- Instructions for the task -
Below are lines of data; give the number of them that contain "Genêts", and only that.
--- START ---
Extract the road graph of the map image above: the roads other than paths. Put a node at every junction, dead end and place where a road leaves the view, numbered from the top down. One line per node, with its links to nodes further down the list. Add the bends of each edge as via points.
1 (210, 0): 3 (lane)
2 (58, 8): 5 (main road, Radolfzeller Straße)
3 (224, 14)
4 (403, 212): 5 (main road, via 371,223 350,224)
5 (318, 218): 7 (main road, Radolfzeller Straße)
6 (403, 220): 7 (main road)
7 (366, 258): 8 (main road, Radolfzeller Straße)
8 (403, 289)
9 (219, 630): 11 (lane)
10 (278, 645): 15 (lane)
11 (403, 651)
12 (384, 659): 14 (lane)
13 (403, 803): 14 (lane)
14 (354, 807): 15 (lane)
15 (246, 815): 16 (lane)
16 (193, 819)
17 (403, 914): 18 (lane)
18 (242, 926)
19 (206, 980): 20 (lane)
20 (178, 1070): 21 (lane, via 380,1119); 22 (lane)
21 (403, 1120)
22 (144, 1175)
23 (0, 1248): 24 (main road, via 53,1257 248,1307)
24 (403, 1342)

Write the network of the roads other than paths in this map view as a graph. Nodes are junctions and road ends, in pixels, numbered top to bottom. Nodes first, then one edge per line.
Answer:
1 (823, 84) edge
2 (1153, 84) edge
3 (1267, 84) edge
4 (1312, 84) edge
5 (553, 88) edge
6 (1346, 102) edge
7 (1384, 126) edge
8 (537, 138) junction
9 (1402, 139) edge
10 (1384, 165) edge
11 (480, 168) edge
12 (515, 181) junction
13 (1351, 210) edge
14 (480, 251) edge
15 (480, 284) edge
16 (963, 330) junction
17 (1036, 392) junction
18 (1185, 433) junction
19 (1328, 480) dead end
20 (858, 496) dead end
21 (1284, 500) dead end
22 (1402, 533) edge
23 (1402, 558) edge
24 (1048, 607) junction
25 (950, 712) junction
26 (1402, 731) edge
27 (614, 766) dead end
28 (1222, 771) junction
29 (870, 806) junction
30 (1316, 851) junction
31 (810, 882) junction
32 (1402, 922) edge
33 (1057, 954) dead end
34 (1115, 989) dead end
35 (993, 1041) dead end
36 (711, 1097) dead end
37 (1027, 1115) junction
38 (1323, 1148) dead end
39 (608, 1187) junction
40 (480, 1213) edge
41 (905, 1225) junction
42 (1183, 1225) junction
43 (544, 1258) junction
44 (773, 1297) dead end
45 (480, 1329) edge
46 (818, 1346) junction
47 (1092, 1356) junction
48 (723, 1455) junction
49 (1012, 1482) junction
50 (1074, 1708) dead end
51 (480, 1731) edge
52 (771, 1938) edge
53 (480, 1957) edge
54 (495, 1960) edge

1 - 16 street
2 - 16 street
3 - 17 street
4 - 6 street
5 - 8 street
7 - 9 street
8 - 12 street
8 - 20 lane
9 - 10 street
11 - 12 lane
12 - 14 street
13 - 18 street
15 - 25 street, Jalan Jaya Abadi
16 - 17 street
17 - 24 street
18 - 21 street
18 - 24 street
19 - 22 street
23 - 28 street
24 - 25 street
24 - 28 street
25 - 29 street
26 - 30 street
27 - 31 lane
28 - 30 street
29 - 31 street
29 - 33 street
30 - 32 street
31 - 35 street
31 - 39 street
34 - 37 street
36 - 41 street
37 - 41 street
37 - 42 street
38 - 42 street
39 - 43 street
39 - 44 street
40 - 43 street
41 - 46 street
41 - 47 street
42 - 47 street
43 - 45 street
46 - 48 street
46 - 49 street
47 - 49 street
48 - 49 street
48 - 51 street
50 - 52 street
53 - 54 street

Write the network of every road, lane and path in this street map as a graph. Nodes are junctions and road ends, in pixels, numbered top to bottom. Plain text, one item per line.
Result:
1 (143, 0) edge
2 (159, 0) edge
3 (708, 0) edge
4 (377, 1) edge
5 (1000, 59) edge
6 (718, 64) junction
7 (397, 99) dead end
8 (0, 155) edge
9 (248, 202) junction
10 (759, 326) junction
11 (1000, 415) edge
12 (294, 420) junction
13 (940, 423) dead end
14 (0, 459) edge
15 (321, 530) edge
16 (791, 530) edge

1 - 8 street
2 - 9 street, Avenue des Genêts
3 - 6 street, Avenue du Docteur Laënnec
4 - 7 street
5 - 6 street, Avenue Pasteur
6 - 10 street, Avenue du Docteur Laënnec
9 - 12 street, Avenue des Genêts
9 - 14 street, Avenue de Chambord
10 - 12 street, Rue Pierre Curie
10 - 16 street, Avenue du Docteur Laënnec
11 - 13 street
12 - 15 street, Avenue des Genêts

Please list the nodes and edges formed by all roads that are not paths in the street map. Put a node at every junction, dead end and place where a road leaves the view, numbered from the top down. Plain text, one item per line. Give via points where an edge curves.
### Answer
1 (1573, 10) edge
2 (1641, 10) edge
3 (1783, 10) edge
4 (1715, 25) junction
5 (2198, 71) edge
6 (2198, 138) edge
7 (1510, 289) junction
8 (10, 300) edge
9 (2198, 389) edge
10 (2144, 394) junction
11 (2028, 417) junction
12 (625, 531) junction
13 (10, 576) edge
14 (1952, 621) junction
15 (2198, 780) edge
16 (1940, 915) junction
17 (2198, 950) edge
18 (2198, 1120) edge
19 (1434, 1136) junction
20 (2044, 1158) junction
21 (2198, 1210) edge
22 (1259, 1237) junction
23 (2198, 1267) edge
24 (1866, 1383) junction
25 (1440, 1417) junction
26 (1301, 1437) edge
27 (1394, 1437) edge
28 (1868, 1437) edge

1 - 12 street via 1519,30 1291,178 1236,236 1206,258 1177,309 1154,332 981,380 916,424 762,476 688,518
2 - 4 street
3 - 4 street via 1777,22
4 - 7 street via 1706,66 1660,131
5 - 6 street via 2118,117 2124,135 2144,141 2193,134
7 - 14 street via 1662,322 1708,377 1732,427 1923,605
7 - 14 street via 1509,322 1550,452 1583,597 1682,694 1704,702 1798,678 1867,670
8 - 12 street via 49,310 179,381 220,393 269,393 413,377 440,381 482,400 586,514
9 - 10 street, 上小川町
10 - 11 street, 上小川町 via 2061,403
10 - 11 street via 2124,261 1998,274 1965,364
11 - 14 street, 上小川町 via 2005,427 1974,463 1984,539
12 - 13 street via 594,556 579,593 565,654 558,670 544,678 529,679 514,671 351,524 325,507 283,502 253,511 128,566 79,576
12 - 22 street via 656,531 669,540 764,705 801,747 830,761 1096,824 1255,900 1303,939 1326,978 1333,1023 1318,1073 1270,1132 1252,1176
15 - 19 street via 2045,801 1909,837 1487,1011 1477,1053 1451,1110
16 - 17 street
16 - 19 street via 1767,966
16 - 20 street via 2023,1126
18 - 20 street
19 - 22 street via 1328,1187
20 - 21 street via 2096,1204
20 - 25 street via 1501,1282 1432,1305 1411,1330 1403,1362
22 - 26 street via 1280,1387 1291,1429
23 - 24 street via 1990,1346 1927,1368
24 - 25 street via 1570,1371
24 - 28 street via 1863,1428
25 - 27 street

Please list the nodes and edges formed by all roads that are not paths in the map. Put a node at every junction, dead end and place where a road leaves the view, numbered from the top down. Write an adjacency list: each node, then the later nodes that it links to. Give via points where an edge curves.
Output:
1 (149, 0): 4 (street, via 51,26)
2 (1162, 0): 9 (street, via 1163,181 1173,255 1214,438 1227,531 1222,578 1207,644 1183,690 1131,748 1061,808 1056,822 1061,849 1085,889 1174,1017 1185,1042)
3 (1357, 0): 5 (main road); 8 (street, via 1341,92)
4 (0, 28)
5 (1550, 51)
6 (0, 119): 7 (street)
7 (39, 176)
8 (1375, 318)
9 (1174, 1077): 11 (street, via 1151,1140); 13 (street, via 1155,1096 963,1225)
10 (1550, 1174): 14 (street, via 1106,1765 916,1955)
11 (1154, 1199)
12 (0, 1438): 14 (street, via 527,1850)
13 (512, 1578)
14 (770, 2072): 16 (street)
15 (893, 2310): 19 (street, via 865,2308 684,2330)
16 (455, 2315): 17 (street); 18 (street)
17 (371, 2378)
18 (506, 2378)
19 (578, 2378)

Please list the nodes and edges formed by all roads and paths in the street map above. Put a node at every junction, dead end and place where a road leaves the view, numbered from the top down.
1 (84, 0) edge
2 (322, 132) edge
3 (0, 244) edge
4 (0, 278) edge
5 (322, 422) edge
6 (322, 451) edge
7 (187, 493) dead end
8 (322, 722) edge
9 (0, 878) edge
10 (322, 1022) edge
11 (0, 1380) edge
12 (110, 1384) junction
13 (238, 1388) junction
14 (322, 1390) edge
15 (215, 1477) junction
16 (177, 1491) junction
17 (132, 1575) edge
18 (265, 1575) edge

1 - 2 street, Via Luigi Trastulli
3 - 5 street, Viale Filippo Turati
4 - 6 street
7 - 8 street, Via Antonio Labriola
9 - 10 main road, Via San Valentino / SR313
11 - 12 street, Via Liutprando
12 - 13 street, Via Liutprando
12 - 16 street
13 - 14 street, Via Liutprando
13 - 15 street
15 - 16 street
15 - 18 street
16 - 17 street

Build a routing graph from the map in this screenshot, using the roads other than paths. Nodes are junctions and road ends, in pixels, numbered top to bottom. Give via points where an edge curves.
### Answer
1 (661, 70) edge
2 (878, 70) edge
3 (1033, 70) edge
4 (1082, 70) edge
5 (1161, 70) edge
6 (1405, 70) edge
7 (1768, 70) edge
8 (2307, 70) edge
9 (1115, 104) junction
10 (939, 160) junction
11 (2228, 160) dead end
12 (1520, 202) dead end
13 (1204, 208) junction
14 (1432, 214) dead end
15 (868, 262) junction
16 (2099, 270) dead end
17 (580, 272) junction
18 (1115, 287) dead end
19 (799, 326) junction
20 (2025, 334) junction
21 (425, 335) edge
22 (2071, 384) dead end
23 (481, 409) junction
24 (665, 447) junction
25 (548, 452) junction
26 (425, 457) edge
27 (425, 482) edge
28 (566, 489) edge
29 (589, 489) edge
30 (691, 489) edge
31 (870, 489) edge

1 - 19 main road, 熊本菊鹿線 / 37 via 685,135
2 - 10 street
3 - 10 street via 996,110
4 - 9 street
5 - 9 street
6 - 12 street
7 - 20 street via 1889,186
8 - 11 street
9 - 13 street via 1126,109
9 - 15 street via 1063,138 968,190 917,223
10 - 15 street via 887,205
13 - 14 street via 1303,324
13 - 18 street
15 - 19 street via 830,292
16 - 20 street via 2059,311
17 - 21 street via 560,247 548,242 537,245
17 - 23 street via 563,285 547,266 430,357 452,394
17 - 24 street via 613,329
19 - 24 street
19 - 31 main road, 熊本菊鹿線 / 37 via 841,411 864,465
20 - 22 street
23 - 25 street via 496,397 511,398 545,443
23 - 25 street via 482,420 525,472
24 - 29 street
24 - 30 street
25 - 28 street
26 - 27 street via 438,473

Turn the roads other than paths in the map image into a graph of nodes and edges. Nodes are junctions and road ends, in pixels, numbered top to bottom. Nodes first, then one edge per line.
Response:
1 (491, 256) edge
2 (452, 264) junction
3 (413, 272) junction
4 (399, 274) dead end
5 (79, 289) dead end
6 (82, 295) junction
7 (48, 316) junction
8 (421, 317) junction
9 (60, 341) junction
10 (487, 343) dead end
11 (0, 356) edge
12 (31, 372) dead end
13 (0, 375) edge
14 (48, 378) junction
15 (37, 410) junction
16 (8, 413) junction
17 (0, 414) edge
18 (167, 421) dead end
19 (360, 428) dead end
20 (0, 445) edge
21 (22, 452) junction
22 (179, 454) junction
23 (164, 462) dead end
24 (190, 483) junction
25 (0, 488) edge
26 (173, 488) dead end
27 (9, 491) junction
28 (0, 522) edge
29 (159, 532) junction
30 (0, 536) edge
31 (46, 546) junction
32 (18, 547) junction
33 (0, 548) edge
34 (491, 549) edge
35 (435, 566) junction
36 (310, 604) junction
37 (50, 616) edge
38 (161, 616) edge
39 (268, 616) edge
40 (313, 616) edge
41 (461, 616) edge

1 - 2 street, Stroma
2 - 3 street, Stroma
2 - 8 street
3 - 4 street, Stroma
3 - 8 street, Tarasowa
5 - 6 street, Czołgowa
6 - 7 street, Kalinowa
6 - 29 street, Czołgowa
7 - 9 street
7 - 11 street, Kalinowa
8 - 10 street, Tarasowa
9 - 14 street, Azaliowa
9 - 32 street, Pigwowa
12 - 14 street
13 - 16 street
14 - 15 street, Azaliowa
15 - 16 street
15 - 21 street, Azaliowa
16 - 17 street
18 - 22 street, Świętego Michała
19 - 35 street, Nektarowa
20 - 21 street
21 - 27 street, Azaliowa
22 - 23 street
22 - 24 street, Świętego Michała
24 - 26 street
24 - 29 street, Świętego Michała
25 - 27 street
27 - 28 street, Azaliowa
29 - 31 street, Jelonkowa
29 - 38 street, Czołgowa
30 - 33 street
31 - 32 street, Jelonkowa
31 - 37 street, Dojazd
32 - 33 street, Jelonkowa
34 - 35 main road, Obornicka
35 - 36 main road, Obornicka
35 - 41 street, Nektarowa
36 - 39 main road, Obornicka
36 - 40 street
--- END ---
- Solution to the problem -
3